• Gérer la complexité


    L'approche rationaliste de la connaissance s'est toujours basée sur les certitudes que la science avait pour but de construire. Cette approche déterministe permettait de construire des présentations fixes et progressives des apprentissages. La science contemporaine, à la suite de travaux comme ceux de Prigogine (théorie de l'irréversibilité des phénomènes), de Thom (théorie des catastrophes), de Mandelbrot (modélisation des fractales), renforcée par les mises en cause mathématiques de chercheurs comme Lobatchevsky (géométrie non euclidienne hyperbolique), Weierstrass (courbe continue sans tangente), Cantor (paradoxe sur les ensembles : l'ensemble de tous les ensembles est une notion contradictoire), Gödel (théorème d'incomplétude), Heisenberg (principe d'incertitude), Russell (définition autocontradictoire en mathématiques)... a montré que le déterminisme n'était une position tenable qu'à un niveau de macro-observation. la science contemporaine a ainsi introduit des notions telles que celles d'influence de l'observateur sur l'observé, de chaos déterministe ou de catastrophe.
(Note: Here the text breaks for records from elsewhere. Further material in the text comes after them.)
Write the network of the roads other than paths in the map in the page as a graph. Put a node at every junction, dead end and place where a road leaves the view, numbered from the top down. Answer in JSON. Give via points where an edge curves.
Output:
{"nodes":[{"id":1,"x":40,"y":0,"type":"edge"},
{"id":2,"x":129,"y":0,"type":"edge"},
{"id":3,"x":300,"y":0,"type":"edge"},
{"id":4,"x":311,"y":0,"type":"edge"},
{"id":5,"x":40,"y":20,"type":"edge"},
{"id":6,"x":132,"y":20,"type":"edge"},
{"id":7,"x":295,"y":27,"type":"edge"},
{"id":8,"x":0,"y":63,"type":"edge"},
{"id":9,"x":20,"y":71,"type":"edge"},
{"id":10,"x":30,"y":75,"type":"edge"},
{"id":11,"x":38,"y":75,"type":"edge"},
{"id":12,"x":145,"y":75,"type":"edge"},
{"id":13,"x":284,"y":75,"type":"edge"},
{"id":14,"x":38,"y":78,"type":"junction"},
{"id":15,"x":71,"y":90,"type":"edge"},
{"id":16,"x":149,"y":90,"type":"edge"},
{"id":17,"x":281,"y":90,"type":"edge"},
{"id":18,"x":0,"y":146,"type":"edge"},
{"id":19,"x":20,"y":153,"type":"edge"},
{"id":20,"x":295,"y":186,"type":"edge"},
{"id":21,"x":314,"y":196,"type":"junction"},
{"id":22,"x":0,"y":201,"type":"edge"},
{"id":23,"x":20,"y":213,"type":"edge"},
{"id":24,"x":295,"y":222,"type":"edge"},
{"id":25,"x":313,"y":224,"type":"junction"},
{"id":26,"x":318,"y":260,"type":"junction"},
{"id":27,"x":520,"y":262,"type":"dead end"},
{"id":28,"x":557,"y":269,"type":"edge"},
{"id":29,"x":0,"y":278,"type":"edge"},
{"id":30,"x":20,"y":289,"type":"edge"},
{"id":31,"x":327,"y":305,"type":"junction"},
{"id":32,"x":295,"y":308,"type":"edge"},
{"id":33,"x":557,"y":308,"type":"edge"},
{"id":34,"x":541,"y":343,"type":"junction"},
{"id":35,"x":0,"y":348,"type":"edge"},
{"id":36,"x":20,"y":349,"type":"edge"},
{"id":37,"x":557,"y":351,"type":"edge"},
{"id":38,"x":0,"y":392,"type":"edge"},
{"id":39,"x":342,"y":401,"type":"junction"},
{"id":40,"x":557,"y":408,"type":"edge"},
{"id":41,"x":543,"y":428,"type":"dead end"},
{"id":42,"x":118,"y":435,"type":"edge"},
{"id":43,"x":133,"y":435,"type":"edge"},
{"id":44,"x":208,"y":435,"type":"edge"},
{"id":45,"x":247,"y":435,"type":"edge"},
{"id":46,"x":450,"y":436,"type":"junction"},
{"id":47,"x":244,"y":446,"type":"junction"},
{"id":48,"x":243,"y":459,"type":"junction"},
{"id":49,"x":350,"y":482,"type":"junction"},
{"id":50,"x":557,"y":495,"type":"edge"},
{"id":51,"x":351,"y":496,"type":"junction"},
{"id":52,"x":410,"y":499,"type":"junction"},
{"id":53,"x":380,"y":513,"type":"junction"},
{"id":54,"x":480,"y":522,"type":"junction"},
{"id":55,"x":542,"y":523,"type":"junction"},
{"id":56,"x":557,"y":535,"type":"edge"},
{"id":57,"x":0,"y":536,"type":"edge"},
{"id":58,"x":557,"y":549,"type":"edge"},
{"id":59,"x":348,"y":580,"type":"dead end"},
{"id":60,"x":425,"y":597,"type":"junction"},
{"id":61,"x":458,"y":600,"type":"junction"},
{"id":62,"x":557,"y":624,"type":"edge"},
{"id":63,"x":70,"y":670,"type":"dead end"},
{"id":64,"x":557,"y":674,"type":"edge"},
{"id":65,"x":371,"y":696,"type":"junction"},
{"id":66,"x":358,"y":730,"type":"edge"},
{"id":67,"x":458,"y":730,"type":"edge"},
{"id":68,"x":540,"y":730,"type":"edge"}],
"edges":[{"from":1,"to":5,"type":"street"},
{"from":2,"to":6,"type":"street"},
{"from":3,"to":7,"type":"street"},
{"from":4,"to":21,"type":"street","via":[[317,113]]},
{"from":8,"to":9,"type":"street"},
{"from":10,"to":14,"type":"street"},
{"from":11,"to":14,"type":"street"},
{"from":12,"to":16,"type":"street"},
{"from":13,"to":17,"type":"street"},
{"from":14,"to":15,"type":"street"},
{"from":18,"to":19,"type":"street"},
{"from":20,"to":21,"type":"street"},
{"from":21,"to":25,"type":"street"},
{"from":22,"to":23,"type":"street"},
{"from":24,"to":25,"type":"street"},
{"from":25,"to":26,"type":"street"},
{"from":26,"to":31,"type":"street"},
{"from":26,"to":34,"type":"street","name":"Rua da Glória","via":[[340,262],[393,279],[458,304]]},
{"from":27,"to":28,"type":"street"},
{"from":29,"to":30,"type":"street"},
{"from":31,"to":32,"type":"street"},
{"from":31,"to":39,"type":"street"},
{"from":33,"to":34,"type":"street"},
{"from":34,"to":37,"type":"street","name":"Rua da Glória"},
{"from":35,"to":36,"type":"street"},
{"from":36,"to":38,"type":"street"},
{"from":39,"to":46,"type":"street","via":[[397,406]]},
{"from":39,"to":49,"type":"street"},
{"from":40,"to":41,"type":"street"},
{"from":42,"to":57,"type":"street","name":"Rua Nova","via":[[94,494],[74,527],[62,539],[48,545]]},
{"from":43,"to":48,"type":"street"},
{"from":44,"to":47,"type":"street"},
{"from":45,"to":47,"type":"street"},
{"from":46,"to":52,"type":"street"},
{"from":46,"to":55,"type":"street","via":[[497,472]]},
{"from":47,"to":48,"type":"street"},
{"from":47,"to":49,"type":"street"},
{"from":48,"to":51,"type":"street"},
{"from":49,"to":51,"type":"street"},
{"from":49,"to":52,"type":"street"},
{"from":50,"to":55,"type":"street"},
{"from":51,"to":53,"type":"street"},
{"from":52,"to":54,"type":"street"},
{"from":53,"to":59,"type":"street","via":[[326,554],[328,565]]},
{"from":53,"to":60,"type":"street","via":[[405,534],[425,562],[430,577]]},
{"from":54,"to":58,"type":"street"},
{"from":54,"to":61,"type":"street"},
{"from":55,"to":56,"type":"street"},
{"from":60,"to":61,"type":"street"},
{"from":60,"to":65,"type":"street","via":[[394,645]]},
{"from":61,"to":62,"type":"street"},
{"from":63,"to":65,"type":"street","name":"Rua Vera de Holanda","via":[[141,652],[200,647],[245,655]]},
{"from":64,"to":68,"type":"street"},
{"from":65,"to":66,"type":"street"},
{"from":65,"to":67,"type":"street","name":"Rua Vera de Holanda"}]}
Dans ce cadre ou la certitude s'appuie essentiellement sur des lois statistiques et doit prendre en compte un certain niveau d'imprévisibilité, la connaissance ne peut plus être totalement considérée comme un corpus figé à transmettre, mais doit intégrer la prise en compte d'un ensemble de points de vue relativistes.

    L'approche ne peut plus être seulement analytique, elle doit obligatoirement intégrer des points de vue holistiques considérant les phénomènes dans leur globalité systémique avant de tenter de les décomposer. L'hypertexte -ou l'hypermedia, car la différence de dénomination n'est que technologique et par la suite, le premier terme désignera l'ensemble- peut être considéré comme une tentative pour instrumentaliser les connaissances complexes, au sens qu'Edgar Morin donne à ce terme (interview au Magazine Littéraire n°312, juillet-août 1993) : "La complexité est dans l'enchevêtrement qui fait que l'on ne peut pas traiter les choses partie à partie, cela coupe ce qui lie les parties, et produit une connaissance mutilée. Le problème de la complexité apparaît encore parce que nous sommes dans un monde où il n'y a pas que des déterminations, des stabilités, des répétitions, des cycles, mais aussi des perturbations, des tamponnements, des surgissements, du nouveau. Dans toute complexité, il y a présence d'incertitudes, soit empirique, soit théorique, et le plus souvent à la fois empirique et théorique." Prendre en compte la complexité dans le domaine des connaissances amène donc à revoir l'ensemble des technologies jusque là mises en œuvres pour leur transmission.

    L'hypertexte n'est rien d'autre qu'une des tentatives de technologiser le relativisme dans les constructions de savoirs, c'est-à-dire réaliser des instruments techniques d'apprentissage permettant de :

    - considérer un ensemble de connaissances comme un tout,
    - considérer que ce tout ne peut être, a priori, structuré par quelque hiérarchie que ce soit et donc prendre en compte sa complexité,
    - considérer ce tout comme un système, c'est-à-dire un ensemble d'éléments interreliés dans lequel toute action sur l'un quelconque des éléments a une influence sur l'ensemble des autres éléments constituants,
    - prendre en compte la notion d'observateur et celle de point-de-vue de l'observateur sur l'ensemble de connaissances constituées,
    - considérer la définition même des éléments constitutifs du système comme dépendante à la fois de l'observateur et du point-de-vue que cet observateur déploie sur l'ensemble de connaissances.

    Dans ce cadre, le problème des cheminements, de la prise en compte par les instruments d'appropriation des connaissances, donc des lectures des savoirs instrumentalisés par l'hypertexte est un problème crucial. En effet, il ne peut y avoir prise en compte ni de la position d'observation, ni du degré de relativsime des connaissances, à partir de lectures strictement pré-définies, non-évolutives donc autoritaires, c'est-à-dire couvertes par la caution d'une autorité indiscutable. L'hypertexte doit nécessairement intégrer du flou, du mou et de l'évolutif. Plus exactement il doit permettre des lectures intégrant la relativité, le point-de-vue et l'évolution de l'observateur.